Setup

Prerequisites

Prometheus Operator or kube-prometheus-stack installed in the cluster (provides the ServiceMonitor and PrometheusRule CRDs)
Grafana with the sidecar enabled for dashboards and datasources
The Grafana datasource sidecar must watch Secrets (or ConfigMaps) labeled with grafana_datasource

The built-in Grafana resources are designed for the common Kubernetes pattern used by kube-prometheus-stack and the Grafana Helm chart: Grafana runs in the cluster and discovers dashboards and datasources via labeled ConfigMaps and Secrets. If you use external Grafana, Grafana Cloud, or Grafana Operator, keep the Prometheus resources enabled but plan to manage the dashboard and datasource through your existing Grafana workflow instead of relying on sidecar discovery.

Enabling Monitoring

Set monitoring.enabled to true in your Helm values:

monitoring:
  enabled: true

All sub-resources (ServiceMonitors, PrometheusRules, Grafana dashboard, Grafana datasource) are enabled by default once the top-level flag is set.
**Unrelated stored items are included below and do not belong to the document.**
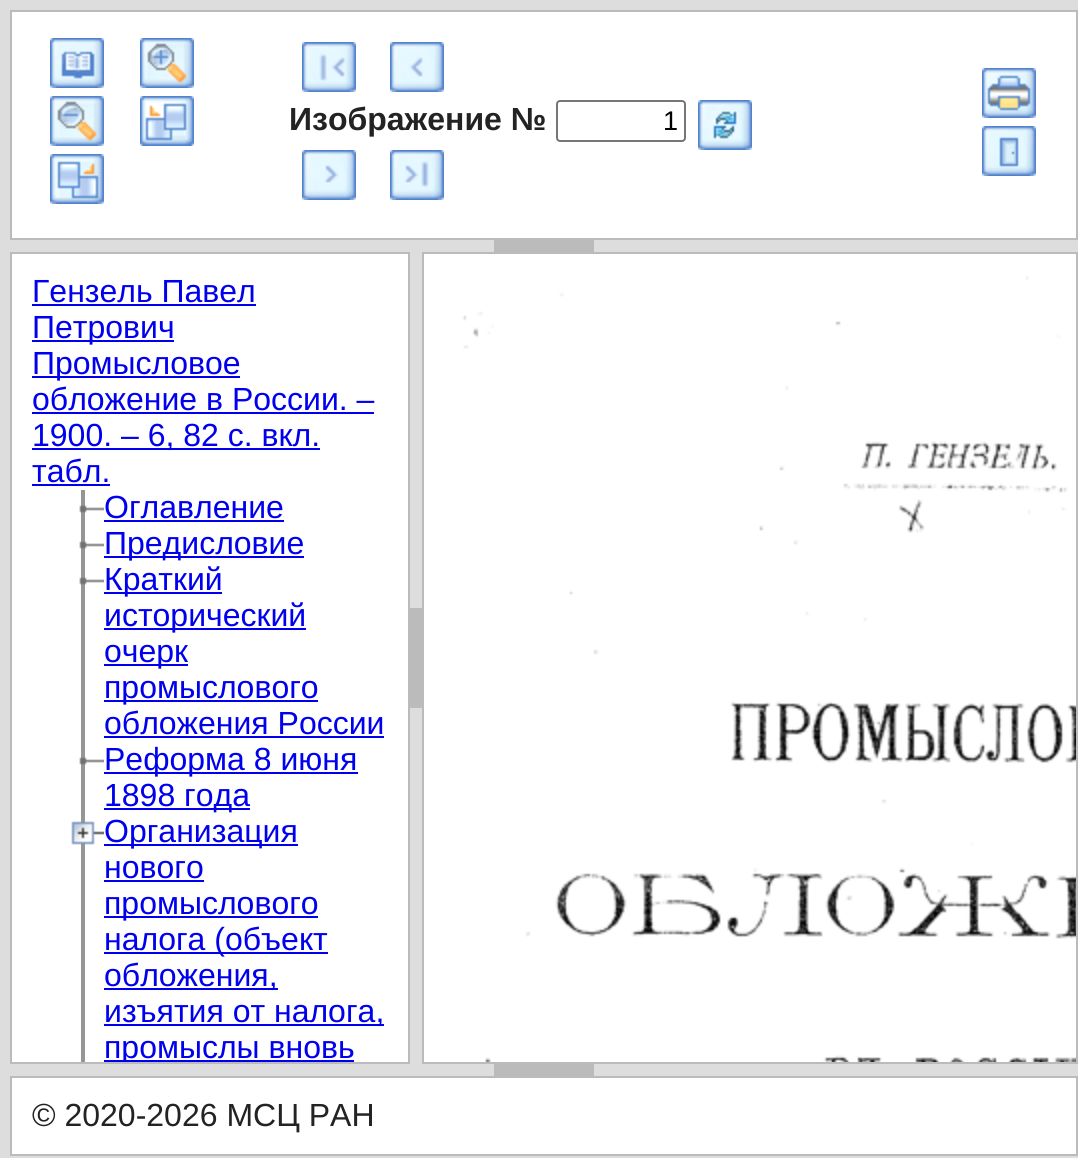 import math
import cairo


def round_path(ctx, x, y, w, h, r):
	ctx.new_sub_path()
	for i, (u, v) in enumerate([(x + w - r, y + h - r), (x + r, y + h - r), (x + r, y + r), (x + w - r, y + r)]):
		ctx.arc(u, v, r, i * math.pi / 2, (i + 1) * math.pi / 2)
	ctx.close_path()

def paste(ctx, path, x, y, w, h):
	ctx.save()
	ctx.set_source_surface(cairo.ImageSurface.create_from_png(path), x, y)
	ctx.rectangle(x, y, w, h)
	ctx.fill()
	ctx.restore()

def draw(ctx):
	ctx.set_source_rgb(0.867, 0.867, 0.867)
	ctx.paint()
	ctx.set_source_rgb(1, 1, 1)
	ctx.rectangle(11, 11, 1066, 228)
	ctx.fill_preserve()
	ctx.set_source_rgb(0.733, 0.733, 0.733)
	ctx.stroke()
	paste(ctx, 'media/1.png', 50, 38, 54, 50)
	paste(ctx, 'media/2.png', 140, 38, 54, 50)
	paste(ctx, 'media/3.png', 50, 96, 54, 50)
	paste(ctx, 'media/4.png', 140, 96, 54, 50)
	paste(ctx, 'media/5.png', 50, 154, 54, 50)
	paste(ctx, 'media/6.png', 302, 42, 54, 50)
	paste(ctx, 'media/7.png', 390, 42, 54, 50)
	ctx.select_font_face('Liberation Sans', cairo.FONT_SLANT_NORMAL, cairo.FONT_WEIGHT_BOLD)
	ctx.set_font_size(32)
	ctx.set_source_rgb(0.137, 0.137, 0.137)
	ctx.move_to(289, 130)
	ctx.show_text('Изображение №')
	round_path(ctx, 557, 101, 128, 40, 3)
	ctx.set_source_rgb(0.463, 0.463, 0.463)
	ctx.stroke()
	ctx.select_font_face('Liberation Sans')
	ctx.set_font_size(27)
	ctx.set_source_rgb(0, 0, 0)
	ctx.move_to(663, 130)
	ctx.show_text('1')
	paste(ctx, 'media/8.png', 698, 100, 54, 50)
	paste(ctx, 'media/9.png', 302, 150, 54, 50)
	paste(ctx, 'media/10.png', 390, 150, 54, 50)
	paste(ctx, 'media/11.png', 982, 68, 54, 50)
	paste(ctx, 'media/12.png', 982, 126, 54, 50)
	ctx.set_source_rgb(0.733, 0.733, 0.733)
	ctx.rectangle(494, 240, 100, 12)
	ctx.fill()
	ctx.set_source_rgb(1, 1, 1)
	ctx.rectangle(11, 253, 398, 810)
	ctx.fill_preserve()
	ctx.set_source_rgb(0.733, 0.733, 0.733)
	ctx.stroke()
	ctx.set_font_size(32)
	ctx.set_source_rgb(0, 0, 0.933)
	ctx.move_to(32, 302)
	ctx.show_text('Гензель Павел')
	ctx.rectangle(32, 304, 224, 2)
	ctx.fill()
	ctx.rectangle(32, 340, 142, 2)
	ctx.fill()
	ctx.move_to(32, 338)
	ctx.show_text('Петрович')
	ctx.rectangle(32, 376, 208, 2)
	ctx.fill()
	ctx.move_to(32, 374)
	ctx.show_text('Промысловое')
	ctx.move_to(32, 410)
	ctx.show_text('обложение в России. –')
	ctx.rectangle(32, 412, 342, 2)
	ctx.fill()
	ctx.rectangle(32, 448, 288, 2)
	ctx.fill()
	ctx.move_to(32, 446)
	ctx.show_text('1900. – 6, 82 с. вкл.')
	ctx.move_to(32, 482)
	ctx.show_text('табл.')
	ctx.rectangle(32, 484, 78, 2)
	ctx.fill()
	ctx.set_source_rgb(0.584, 0.584, 0.584)
	ctx.rectangle(81, 490, 4, 72)
	ctx.fill()
	paste(ctx, 'media/13.png', 79, 505, 25, 8)
	ctx.set_source_rgb(0, 0, 0.933)
	ctx.move_to(104, 518)
	ctx.show_text('Оглавление')
	ctx.rectangle(104, 520, 180, 2)
	ctx.fill()
	paste(ctx, 'media/13.png', 79, 541, 25, 8)
	ctx.rectangle(104, 556, 200, 2)
	ctx.fill()
	ctx.move_to(104, 554)
	ctx.show_text('Предисловие')
	ctx.set_source_rgb(0.588, 0.588, 0.588)
	ctx.rectangle(81, 562, 4, 500)
	ctx.fill()
	paste(ctx, 'media/14.png', 79, 577, 25, 8)
	ctx.set_source_rgb(0, 0, 0.933)
	ctx.rectangle(104, 592, 118, 2)
	ctx.fill()
	ctx.move_to(104, 590)
	ctx.show_text('Краткий')
	ctx.rectangle(104, 628, 202, 2)
	ctx.fill()
	ctx.move_to(104, 626)
	ctx.show_text('исторический')
	ctx.rectangle(104, 664, 84, 2)
	ctx.fill()
	ctx.move_to(104, 662)
	ctx.show_text('очерк')
	ctx.rectangle(104, 700, 214, 2)
	ctx.fill()
	ctx.move_to(104, 698)
	ctx.show_text('промыслового')
	ctx.move_to(104, 734)
	ctx.show_text('обложения России')
	ctx.rectangle(104, 736, 280, 2)
	ctx.fill()
	paste(ctx, 'media/14.png', 79, 757, 25, 8)
	ctx.rectangle(104, 772, 254, 2)
	ctx.fill()
	ctx.move_to(104, 770)
	ctx.show_text('Реформа 8 июня')
	ctx.rectangle(104, 808, 146, 2)
	ctx.fill()
	ctx.move_to(104, 806)
	ctx.show_text('1898 года')
	paste(ctx, 'media/15.png', 71, 821, 33, 24)
	ctx.rectangle(104, 844, 194, 2)
	ctx.fill()
	ctx.move_to(104, 842)
	ctx.show_text('Организация')
	ctx.move_to(104, 878)
	ctx.show_text('нового')
	ctx.rectangle(104, 880, 100, 2)
	ctx.fill()
	ctx.rectangle(104, 916, 214, 2)
	ctx.fill()
	ctx.move_to(104, 914)
	ctx.show_text('промыслового')
	ctx.rectangle(104, 952, 224, 2)
	ctx.fill()
	ctx.move_to(104, 950)
	ctx.show_text('налога (объект')
	ctx.rectangle(104, 988, 174, 2)
	ctx.fill()
	ctx.move_to(104, 986)
	ctx.show_text('обложения,')
	ctx.rectangle(104, 1024, 280, 2)
	ctx.fill()
	ctx.move_to(104, 1022)
	ctx.show_text('изъятия от налога,')
	ctx.rectangle(104, 1060, 250, 2)
	ctx.fill()
	ctx.save()
	ctx.rectangle(12, 254, 396, 808)
	ctx.clip()
	ctx.move_to(104, 1058)
	ctx.show_text('промыслы вновь')
	ctx.restore()
	ctx.set_source_rgb(0.733, 0.733, 0.733)
	ctx.rectangle(410, 608, 12, 100)
	ctx.fill()
	ctx.set_source_rgb(1, 1, 1)
	ctx.rectangle(423, 253, 654, 810)
	ctx.fill_preserve()
	ctx.set_source_rgb(0.733, 0.733, 0.733)
	ctx.stroke()
	paste(ctx, 'media/16.png', 462, 276, 614, 786)
	ctx.rectangle(494, 1064, 100, 12)
	ctx.fill()
	ctx.set_source_rgb(1, 1, 1)
	ctx.rectangle(11, 1077, 1066, 78)
	ctx.fill_preserve()
	ctx.set_source_rgb(0.733, 0.733, 0.733)
	ctx.stroke()
	ctx.set_source_rgb(0.137, 0.137, 0.137)
	ctx.move_to(32, 1126)
	ctx.show_text('© 2020-2026 МСЦ РАН')


surface = cairo.ImageSurface(cairo.FORMAT_RGB24, 1078, 1158)
ctx = cairo.Context(surface)
options = cairo.FontOptions()
options.set_hint_metrics(cairo.HINT_METRICS_OFF)
options.set_hint_style(cairo.HINT_STYLE_NONE)
ctx.set_font_options(options)
ctx.set_miter_limit(4)
draw(ctx)
surface.write_to_png('image.png')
You can selectively disable any of them:

monitoring:
  enabled: true
  serviceMonitors:
    enabled: true    # ServiceMonitors for Prometheus scraping
  prometheusRules:
    enabled: true    # Built-in alert rules
  grafanaDashboard:
    enabled: true    # Grafana dashboard ConfigMap
  grafanaDatasource:
    enabled: true    # Grafana PostgreSQL datasource Secret

If you only use Kargo or Argo CD, disable alerts for the one you are not using to avoid false-positive alerts:

monitoring:
  enabled: true
  alerts:
    kargo:
      enabled: false   # disable if not using Kargo

If your Grafana deployment does not use sidecar discovery, disable the chart-managed Grafana resources and import or provision them separately:

monitoring:
  enabled: true
  grafanaDashboard:
    enabled: false
  grafanaDatasource:
    enabled: false

For the full list of monitoring.* parameters with defaults and descriptions, see the Monitoring Parameters section of the Helm values reference. That page is auto-generated from the chart's values.yaml, which also documents every option inline.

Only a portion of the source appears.